DATA SUPPLIED:
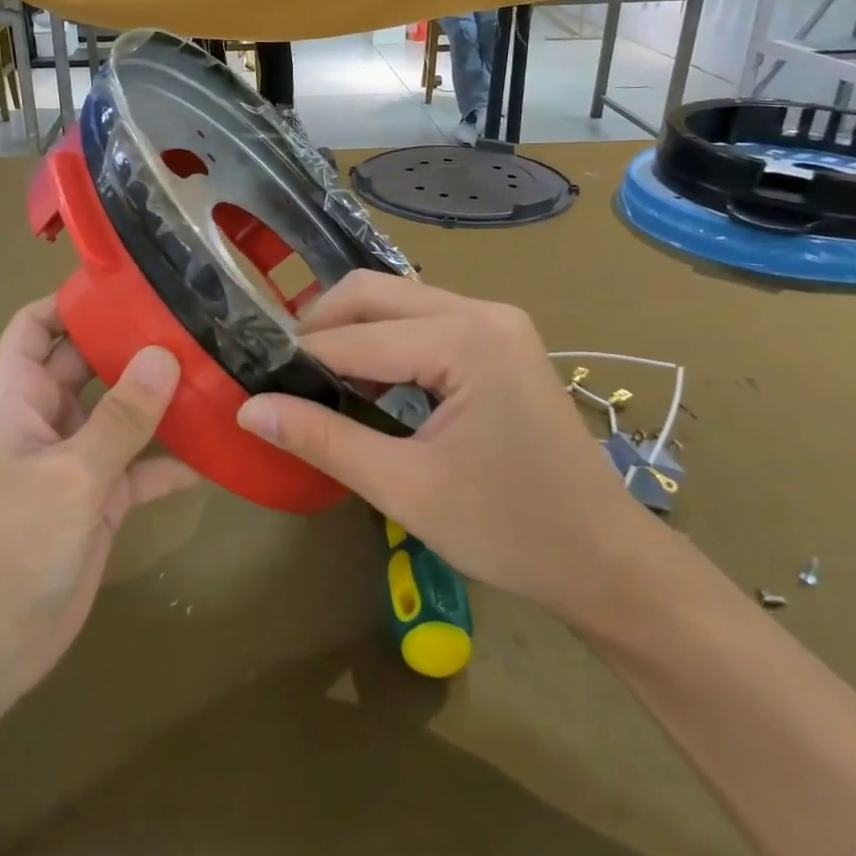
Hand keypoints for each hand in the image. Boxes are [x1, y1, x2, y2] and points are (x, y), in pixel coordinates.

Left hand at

...

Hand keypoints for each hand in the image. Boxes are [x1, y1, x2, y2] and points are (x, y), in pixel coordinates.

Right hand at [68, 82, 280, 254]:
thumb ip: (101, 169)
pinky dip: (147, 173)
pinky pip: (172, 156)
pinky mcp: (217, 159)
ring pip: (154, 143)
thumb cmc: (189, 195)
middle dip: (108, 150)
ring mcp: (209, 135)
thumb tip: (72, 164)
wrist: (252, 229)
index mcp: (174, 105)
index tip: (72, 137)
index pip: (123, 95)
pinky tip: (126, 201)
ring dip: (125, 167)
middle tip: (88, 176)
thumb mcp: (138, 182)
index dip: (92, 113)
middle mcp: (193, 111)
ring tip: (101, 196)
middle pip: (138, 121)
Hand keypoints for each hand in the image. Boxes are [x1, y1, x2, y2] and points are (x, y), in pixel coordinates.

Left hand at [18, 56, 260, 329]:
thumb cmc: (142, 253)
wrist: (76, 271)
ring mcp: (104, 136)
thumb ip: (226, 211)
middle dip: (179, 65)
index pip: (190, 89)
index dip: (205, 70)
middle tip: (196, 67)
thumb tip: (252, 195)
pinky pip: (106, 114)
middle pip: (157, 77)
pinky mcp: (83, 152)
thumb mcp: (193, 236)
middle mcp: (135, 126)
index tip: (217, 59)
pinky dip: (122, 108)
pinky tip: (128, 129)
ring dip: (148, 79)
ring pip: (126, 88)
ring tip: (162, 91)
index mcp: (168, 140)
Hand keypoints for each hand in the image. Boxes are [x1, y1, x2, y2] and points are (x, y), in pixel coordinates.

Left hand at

INSTRUCTIONS FOR THE TASK: Only the lines above starting at the line that holds "middle dip: (108, 150)" and ending at the line that holds "wrist: (76, 271)" are to be repeated, exactly and in full.

WRITTEN ANSWER:
middle dip: (108, 150)
ring mcp: (209, 135)
thumb tip: (72, 164)
wrist: (252, 229)
index mcp: (174, 105)
index tip: (72, 137)
index pip: (123, 95)
pinky tip: (126, 201)
ring dip: (125, 167)
middle tip: (88, 176)
thumb mcp: (138, 182)
index dip: (92, 113)
middle mcp: (193, 111)
ring tip: (101, 196)
middle pip: (138, 121)
Hand keypoints for each hand in the image. Boxes are [x1, y1, x2, y2] and points are (x, y), in pixel coordinates.

Left hand at [18, 56, 260, 329]:
thumb cmc: (142, 253)
wrist: (76, 271)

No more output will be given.